CONFIDENTIALITY AGREEMENT

To access the members section please carefully read the confidentiality agreement and click accept at the bottom of this page.

Confidentiality and privacy in respect of sensitive and confidential information is important to NWIC Action Limited, a limited liability company incorporated in England and Wales with company number 09539827 (“NAL”) and NAL

We understand that it is also important to you.
 

By clicking accept you confirm that:

  • You have read and understand the below terms of confidentiality;

  • You accept such terms and agree to comply with them;

  •  You agree that information you receive from NAL will be confidential information which you will not copy, disclose or permit to be made available in any way or use except as expressly permitted in the below terms.

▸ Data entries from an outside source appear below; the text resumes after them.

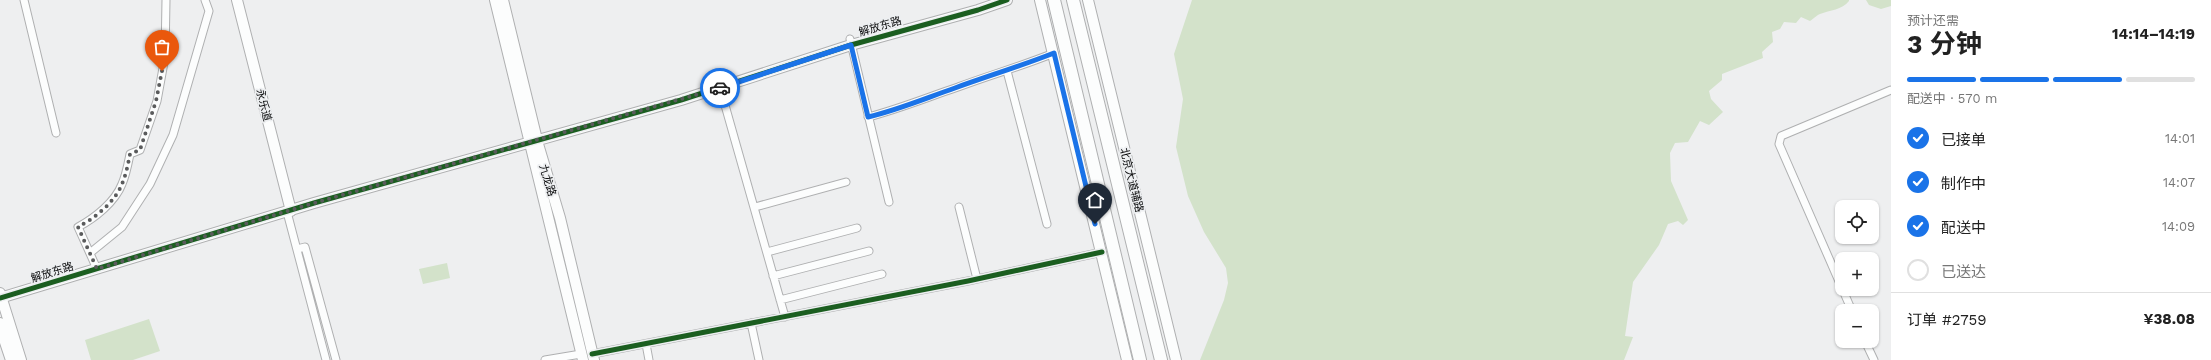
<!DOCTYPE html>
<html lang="zh">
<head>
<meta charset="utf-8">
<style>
  body { margin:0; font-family:"Work Sans","Noto Sans SC",sans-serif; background:#f6f6f6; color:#222; height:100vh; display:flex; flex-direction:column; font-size:15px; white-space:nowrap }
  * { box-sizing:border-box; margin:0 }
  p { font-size:13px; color:#767676 }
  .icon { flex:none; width:22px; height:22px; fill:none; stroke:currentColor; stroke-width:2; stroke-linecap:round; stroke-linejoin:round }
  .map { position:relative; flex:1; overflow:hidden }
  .side { display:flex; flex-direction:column; background:#fff; width:320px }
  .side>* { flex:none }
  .tools { position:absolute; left:1835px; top:200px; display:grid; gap:8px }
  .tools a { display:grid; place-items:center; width:44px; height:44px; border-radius:8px; background:#fff; box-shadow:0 1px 3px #0004; font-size:20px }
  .pin { position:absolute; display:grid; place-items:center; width:34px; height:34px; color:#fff; margin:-41px -17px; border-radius:50% 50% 50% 0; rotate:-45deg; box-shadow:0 0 4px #0007 }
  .pin .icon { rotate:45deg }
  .courier { position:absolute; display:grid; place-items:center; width:40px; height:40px; margin:-20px; border:3px solid #1a73e8; border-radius:50%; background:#fff; color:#222; box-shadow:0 1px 5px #0007 }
  .head em { font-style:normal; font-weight:700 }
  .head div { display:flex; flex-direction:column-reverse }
  .head { display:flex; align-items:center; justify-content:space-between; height:68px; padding:0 16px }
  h1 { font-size:26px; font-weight:700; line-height:30px }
  .bar { display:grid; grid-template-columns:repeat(4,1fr); gap:6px 4px; align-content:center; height:48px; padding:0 16px }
  .bar i { height:5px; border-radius:3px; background:#e0e0e0 }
  .bar .active { background:#1a73e8 }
  .bar p { grid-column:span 4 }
  .line { display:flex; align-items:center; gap:10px; padding:0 16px; border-top:1px solid #e0e0e0 }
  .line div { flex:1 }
  ol { padding:0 16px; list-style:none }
  li { display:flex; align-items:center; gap:12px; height:44px }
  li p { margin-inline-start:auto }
  li .icon { padding:4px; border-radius:50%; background:#1a73e8; color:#fff; stroke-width:4 }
  li:last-child { color:#767676 }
  li i { width:22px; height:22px; border:2px solid #e0e0e0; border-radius:50% }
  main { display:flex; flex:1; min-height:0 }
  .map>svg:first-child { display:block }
  .green { fill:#d3e2ca }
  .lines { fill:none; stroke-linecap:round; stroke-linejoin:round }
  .street-casing { stroke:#afb0b1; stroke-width:9 }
  .secondary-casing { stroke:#afb0b1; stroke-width:12 }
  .primary-casing { stroke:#afb0b1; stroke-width:14 }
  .street { stroke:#fcfdfd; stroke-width:7 }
  .secondary { stroke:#fcfdfd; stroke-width:10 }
  .primary { stroke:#fcfdfd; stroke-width:12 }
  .cycleway-casing { stroke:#edeff1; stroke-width:8 }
  .cycleway { stroke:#1b5e20; stroke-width:5 }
  .done { stroke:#5a5b5c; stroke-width:4; stroke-dasharray:0 7.2 }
  .route { stroke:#1a73e8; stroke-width:5 }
  .labels { text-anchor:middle; stroke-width:3.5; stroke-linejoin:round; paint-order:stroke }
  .street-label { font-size:11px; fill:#0b0c0d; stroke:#edeff1 }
</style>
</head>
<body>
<main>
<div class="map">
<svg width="1891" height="360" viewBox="0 0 1891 360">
  <rect width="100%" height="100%" fill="#eeeff0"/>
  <path class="green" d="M1192,0H1849V1C1842,10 1830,10 1820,14C1817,15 1813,19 1810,21L1801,17L1796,23L1784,22L1780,29L1772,32L1773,42L1762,52L1763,58L1722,74V80L1709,91L1711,99L1723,112L1709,125L1700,121L1688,142L1675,143L1670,153L1671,181L1688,220L1683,225L1678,221L1668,224L1659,245L1633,282L1625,336L1633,337L1624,360H1200L1224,300L1228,283L1226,268L1204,232L1188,196L1176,147L1183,99L1174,54Z
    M1866,0H1891V6L1881,9L1869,5Z
    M447,263L450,278L423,284L419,269Z
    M149,319L160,351L133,360H91L85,340Z"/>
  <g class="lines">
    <g class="street-casing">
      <path id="street" d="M24,0L56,133
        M850,39L889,202
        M1007,71L1047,224
        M719,84L785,317
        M868,117C899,109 928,97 958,87C990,75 1022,66 1054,53
        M755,207L846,182
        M959,207L977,279
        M287,212L326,360
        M297,249L305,247L336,360
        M767,252L857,228
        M90,253L122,227L150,184L173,135L209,11L205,0
        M97,269L78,227C95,218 115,202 122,184C126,175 128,164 130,154L140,150L157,101L165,57L166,0
        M773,276L869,251
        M780,300L882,274
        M1852,311L1779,144L1781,136L1891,90
        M751,323L759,360
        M1865,341L1874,360
        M646,344L649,360
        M592,354L968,281L1102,252
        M545,360L581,354"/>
    </g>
    <g class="secondary-casing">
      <path id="secondary" d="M237,0L291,211
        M495,0L583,360
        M503,0L538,144L560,218L594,360
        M1040,0L1127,360
        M1088,0L1176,360
        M0,293L21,360
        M0,298L314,203L681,100L851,45L978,10L1007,0"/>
    </g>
    <g class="primary-casing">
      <path id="primary" d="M1054,0L1140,360
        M1073,0L1161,360
        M0,324L12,360"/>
    </g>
    <use href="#street" class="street"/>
    <use href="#secondary" class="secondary"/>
    <use href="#primary" class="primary"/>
    <g class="cycleway-casing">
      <path id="cycleway" d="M0,298L314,203L681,100L851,45L978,10L1007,0
        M592,354L968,281L1102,252"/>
    </g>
    <use href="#cycleway" class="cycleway"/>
  </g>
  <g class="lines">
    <path class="done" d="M162,71L156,101L140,150L130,154C128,164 126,175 122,184C115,202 95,218 78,227L97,269L314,203L720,88"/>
    <path class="route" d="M720,88L851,45L868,117C898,110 926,98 955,88C988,76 1021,66 1054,53L1095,224"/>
  </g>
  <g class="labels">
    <g class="street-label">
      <text transform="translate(880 26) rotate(-16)" y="4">解放东路</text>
      <text transform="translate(264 105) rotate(76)" y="4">永乐道</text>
      <text transform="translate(548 180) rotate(73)" y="4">九龙路</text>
      <text transform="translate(1132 180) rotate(76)" y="4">北京大道辅路</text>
      <text transform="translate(52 272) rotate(-17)" y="4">解放东路</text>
    </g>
  </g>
</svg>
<div class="tools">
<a><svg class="icon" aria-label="locate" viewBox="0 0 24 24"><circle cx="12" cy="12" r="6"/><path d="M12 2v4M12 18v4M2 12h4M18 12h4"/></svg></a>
<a>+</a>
<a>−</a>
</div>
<div class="pin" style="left:162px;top:71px;background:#ea580c"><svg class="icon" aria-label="bag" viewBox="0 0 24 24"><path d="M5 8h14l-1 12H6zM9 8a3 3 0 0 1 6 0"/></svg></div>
<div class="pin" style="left:1095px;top:224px;background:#1f2937"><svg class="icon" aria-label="home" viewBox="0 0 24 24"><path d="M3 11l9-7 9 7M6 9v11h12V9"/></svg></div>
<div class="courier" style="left:720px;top:88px"><svg class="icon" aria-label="car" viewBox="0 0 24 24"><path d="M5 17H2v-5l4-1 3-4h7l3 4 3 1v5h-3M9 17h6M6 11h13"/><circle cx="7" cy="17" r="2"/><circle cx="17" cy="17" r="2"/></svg></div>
</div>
<section class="side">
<div class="head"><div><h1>3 分钟</h1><p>预计还需</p></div><em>14:14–14:19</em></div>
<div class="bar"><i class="active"></i><i class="active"></i><i class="active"></i><i></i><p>配送中 · 570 m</p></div>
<ol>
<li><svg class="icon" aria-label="check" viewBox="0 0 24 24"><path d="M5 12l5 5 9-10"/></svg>已接单<p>14:01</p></li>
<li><svg class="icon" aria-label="check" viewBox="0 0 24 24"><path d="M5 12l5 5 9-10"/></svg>制作中<p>14:07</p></li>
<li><svg class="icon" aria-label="check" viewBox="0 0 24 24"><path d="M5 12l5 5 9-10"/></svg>配送中<p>14:09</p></li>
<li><i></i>已送达</li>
</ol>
<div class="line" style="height:52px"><div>订单 #2759</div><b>¥38.08</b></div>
</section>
</main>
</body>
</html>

You, NAL (together the “Parties” and each a “Party”) acknowledge and agree that:

1. In connection with the legal proceedings (which expression shall include, without limitation, court proceedings, arbitration, mediation or other forms of alternative dispute resolution) you have commenced or are contemplating commencing in respect of your actual or potential cause of action/s as covered by the Membership agreement entered into between the parties leading to an actual or potential recovery of damages, debt or other financial compensation (the “Claim”); the Parties have shared or will share information with each other, including:

  • documents, material, communications, discussions, correspondence, instructions to counsel, legal and other advice, and other information obtained and/or prepared in connection with the Claim (any of which may comprise your “personal data” (being recorded information from which you can be identified, such as contact and investment details), (the “Confidential Information”)

There exists between the Parties a mutuality of interest in relation to the Claim which is, and will continue to be, the subject of common interest privilege within the meaning of English law.

3. The purpose of these terms is to confirm the basis upon which the Parties will operate to:

  • ensure that they preserve confidentiality in relation to all Confidential Information and any further documents or information agreed as between the Parties to be subject to these terms (the “Relevant Material”);
    and
  • avoid any waiver of confidentiality, common interest privilege, or all or any other applicable privileges pertaining to the Relevant Material. 

4. Unless otherwise expressly agreed in advance and in writing by NAL:

  • you will hold the Relevant Material and all of its contents in confidence and will not copy, disclose or permit it to be made available to any person, firm or company (save if and to the minimum extent it is required to do so by applicable law, regulation or by a court of competent jurisdiction);
    and
  • the Relevant Material shall remain confidential to the fullest extent permitted by applicable law and be protected from disclosure by common interest privilege and all other privileges that may apply.

5. You will immediately inform NAL of any request or order made pursuant to applicable law or regulation or by a court of competent jurisdiction for disclosure by it of any Relevant Material or any of the information contained therein (save where by informing the disclosing Party, the disclosing Party would contravene any law or regulation).

6. The sharing or disclosure of Relevant Material between the Parties or otherwise in accordance with these terms shall not constitute a waiver of common interest privilege, legal professional privilege, litigation privilege or any other privilege that may apply; and no other provision of these terms shall be construed to operate as a waiver of any such privileges.

7. In the event of a breach of the obligations set out in these terms it is agreed that a Party, in addition to any other remedy to which it may be entitled, shall be entitled to apply for an injunction or injunctions to prevent breaches of the obligations set out in these terms and to compel specific performance without the need for proof of actual damage.

8. Should the mutuality of interests referred to in paragraph 2 above end at any time, each Party who has received Relevant Material will immediately return, save to the extent that such Party is required by applicable law or regulation to retain any of such Relevant Material and any copies of such material, to each Party who has disclosed such Relevant Material, all copies of such material in the possession or control of the returning Party.

9. Nothing in these terms makes a Party a partner, agent or legal representative of any other Party, except as expressly stated in these terms, and their liability in each case is separate and not joint and several.

10. Should: (i) any competent authority indicate that these terms will only be exempt from, or fall outside the scope of, any applicable laws or regulations if it is amended in one or more aspects; or (ii) any provision of these terms is discovered or declared by any competent authority to be legally void or unenforceable, then that provision shall be deemed for all purposes to be severable from all other provisions of these terms, which provisions shall continue in force unaffected.

11. These terms and all non-contractual obligations relating to, or arising in connection with, it are governed by, and shall be construed in accordance with, the laws of England and Wales.

12. Each Party submits to the non-exclusive jurisdiction of the courts of England and Wales. Each Party waives any right it has to object to an action being brought in those courts including, without limitation, by claiming that the action has been brought in an inconvenient forum or that those courts do not have jurisdiction.


Your agreement to comply with and be bound by the above terms is deemed to occur upon you clicking on the “Accept” button at the foot of these terms. You must not click accept if you do not agree to these terms.